Dataset excerpts:
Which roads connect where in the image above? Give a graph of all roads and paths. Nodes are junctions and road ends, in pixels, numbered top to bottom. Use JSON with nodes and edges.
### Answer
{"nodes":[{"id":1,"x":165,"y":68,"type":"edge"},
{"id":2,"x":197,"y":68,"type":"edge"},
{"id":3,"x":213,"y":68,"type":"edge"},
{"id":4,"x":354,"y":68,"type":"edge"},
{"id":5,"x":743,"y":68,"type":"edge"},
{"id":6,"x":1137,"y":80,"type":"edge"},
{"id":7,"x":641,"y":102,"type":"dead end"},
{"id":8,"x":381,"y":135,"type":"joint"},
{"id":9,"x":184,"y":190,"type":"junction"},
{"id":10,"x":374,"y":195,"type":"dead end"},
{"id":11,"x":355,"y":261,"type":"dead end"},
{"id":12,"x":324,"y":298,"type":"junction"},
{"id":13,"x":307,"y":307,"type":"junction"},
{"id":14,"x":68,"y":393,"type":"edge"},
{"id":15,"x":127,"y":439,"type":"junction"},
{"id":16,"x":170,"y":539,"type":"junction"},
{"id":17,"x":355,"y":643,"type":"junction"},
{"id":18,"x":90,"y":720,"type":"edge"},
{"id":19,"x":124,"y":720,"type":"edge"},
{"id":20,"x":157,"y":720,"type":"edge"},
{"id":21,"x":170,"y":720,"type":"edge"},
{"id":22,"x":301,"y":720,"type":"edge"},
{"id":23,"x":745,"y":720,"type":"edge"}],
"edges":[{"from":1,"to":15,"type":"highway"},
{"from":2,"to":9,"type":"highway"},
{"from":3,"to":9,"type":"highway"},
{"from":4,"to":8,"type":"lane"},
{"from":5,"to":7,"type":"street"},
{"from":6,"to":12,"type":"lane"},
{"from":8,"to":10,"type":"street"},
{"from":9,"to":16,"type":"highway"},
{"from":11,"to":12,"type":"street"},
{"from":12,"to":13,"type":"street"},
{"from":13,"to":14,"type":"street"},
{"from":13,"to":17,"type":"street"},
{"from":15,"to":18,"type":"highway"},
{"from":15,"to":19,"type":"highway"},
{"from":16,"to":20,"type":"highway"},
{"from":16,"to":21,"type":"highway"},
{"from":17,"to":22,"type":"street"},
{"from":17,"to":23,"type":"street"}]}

• [EXERCISE]
Produce a word-for-word copy of all the entries above.

• [EXERCISE SOLUTION]
Which roads connect where in the image above? Give a graph of all roads and paths. Nodes are junctions and road ends, in pixels, numbered top to bottom. Use JSON with nodes and edges.
### Answer
{"nodes":[{"id":1,"x":165,"y":68,"type":"edge"},
{"id":2,"x":197,"y":68,"type":"edge"},
{"id":3,"x":213,"y":68,"type":"edge"},
{"id":4,"x":354,"y":68,"type":"edge"},
{"id":5,"x":743,"y":68,"type":"edge"},
{"id":6,"x":1137,"y":80,"type":"edge"},
{"id":7,"x":641,"y":102,"type":"dead end"},
{"id":8,"x":381,"y":135,"type":"joint"},
{"id":9,"x":184,"y":190,"type":"junction"},
{"id":10,"x":374,"y":195,"type":"dead end"},
{"id":11,"x":355,"y":261,"type":"dead end"},
{"id":12,"x":324,"y":298,"type":"junction"},
{"id":13,"x":307,"y":307,"type":"junction"},
{"id":14,"x":68,"y":393,"type":"edge"},
{"id":15,"x":127,"y":439,"type":"junction"},
{"id":16,"x":170,"y":539,"type":"junction"},
{"id":17,"x":355,"y":643,"type":"junction"},
{"id":18,"x":90,"y":720,"type":"edge"},
{"id":19,"x":124,"y":720,"type":"edge"},
{"id":20,"x":157,"y":720,"type":"edge"},
{"id":21,"x":170,"y":720,"type":"edge"},
{"id":22,"x":301,"y":720,"type":"edge"},
{"id":23,"x":745,"y":720,"type":"edge"}],
"edges":[{"from":1,"to":15,"type":"highway"},
{"from":2,"to":9,"type":"highway"},
{"from":3,"to":9,"type":"highway"},
{"from":4,"to":8,"type":"lane"},
{"from":5,"to":7,"type":"street"},
{"from":6,"to":12,"type":"lane"},
{"from":8,"to":10,"type":"street"},
{"from":9,"to":16,"type":"highway"},
{"from":11,"to":12,"type":"street"},
{"from":12,"to":13,"type":"street"},
{"from":13,"to":14,"type":"street"},
{"from":13,"to":17,"type":"street"},
{"from":15,"to":18,"type":"highway"},
{"from":15,"to":19,"type":"highway"},
{"from":16,"to":20,"type":"highway"},
{"from":16,"to":21,"type":"highway"},
{"from":17,"to":22,"type":"street"},
{"from":17,"to":23,"type":"street"}]}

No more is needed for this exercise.